[Collected data entries]
= = = = =

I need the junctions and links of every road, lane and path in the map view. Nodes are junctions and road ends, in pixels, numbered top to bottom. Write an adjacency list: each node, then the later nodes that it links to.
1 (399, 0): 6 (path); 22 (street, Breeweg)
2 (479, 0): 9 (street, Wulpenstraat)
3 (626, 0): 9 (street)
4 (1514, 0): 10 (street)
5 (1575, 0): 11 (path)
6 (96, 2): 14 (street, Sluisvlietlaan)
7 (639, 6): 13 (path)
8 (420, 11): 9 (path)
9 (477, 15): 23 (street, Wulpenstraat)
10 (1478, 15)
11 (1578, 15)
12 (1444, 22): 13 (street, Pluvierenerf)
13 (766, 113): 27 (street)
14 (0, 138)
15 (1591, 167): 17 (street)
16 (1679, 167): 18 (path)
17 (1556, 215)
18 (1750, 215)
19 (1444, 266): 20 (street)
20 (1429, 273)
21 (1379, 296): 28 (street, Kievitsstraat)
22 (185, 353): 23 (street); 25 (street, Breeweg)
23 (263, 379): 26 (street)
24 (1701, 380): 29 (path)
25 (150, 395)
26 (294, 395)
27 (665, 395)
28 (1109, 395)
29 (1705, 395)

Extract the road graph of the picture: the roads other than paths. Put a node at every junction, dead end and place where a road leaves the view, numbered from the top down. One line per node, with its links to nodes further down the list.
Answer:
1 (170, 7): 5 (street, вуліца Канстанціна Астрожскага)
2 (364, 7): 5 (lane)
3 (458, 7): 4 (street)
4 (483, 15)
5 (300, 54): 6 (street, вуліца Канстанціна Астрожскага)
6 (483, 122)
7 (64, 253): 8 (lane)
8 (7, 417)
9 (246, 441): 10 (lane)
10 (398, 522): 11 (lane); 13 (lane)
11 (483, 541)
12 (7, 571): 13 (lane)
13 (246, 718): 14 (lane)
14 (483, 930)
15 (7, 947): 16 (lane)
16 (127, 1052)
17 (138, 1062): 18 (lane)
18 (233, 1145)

= = = = =

- **EXERCISE**: Transcribe all of the data so that each line matches the source exactly.

- **RESPONSE AREA**:
I need the junctions and links of every road, lane and path in the map view. Nodes are junctions and road ends, in pixels, numbered top to bottom. Write an adjacency list: each node, then the later nodes that it links to.
1 (399, 0): 6 (path); 22 (street, Breeweg)
2 (479, 0): 9 (street, Wulpenstraat)
3 (626, 0): 9 (street)
4 (1514, 0): 10 (street)
5 (1575, 0): 11 (path)
6 (96, 2): 14 (street, Sluisvlietlaan)
7 (639, 6): 13 (path)
8 (420, 11): 9 (path)
9 (477, 15): 23 (street, Wulpenstraat)
10 (1478, 15)
11 (1578, 15)
12 (1444, 22): 13 (street, Pluvierenerf)
13 (766, 113): 27 (street)
14 (0, 138)
15 (1591, 167): 17 (street)
16 (1679, 167): 18 (path)
17 (1556, 215)
18 (1750, 215)
19 (1444, 266): 20 (street)
20 (1429, 273)
21 (1379, 296): 28 (street, Kievitsstraat)
22 (185, 353): 23 (street); 25 (street, Breeweg)
23 (263, 379): 26 (street)
24 (1701, 380): 29 (path)
25 (150, 395)
26 (294, 395)
27 (665, 395)
28 (1109, 395)
29 (1705, 395)

Extract the road graph of the picture: the roads other than paths. Put a node at every junction, dead end and place where a road leaves the view, numbered from the top down. One line per node, with its links to nodes further down the list.
Answer:
1 (170, 7): 5 (street, вуліца Канстанціна Астрожскага)
2 (364, 7): 5 (lane)
3 (458, 7): 4 (street)
4 (483, 15)
5 (300, 54): 6 (street, вуліца Канстанціна Астрожскага)
6 (483, 122)
7 (64, 253): 8 (lane)
8 (7, 417)
9 (246, 441): 10 (lane)
10 (398, 522): 11 (lane); 13 (lane)
11 (483, 541)
12 (7, 571): 13 (lane)
13 (246, 718): 14 (lane)
14 (483, 930)
15 (7, 947): 16 (lane)
16 (127, 1052)
17 (138, 1062): 18 (lane)
18 (233, 1145)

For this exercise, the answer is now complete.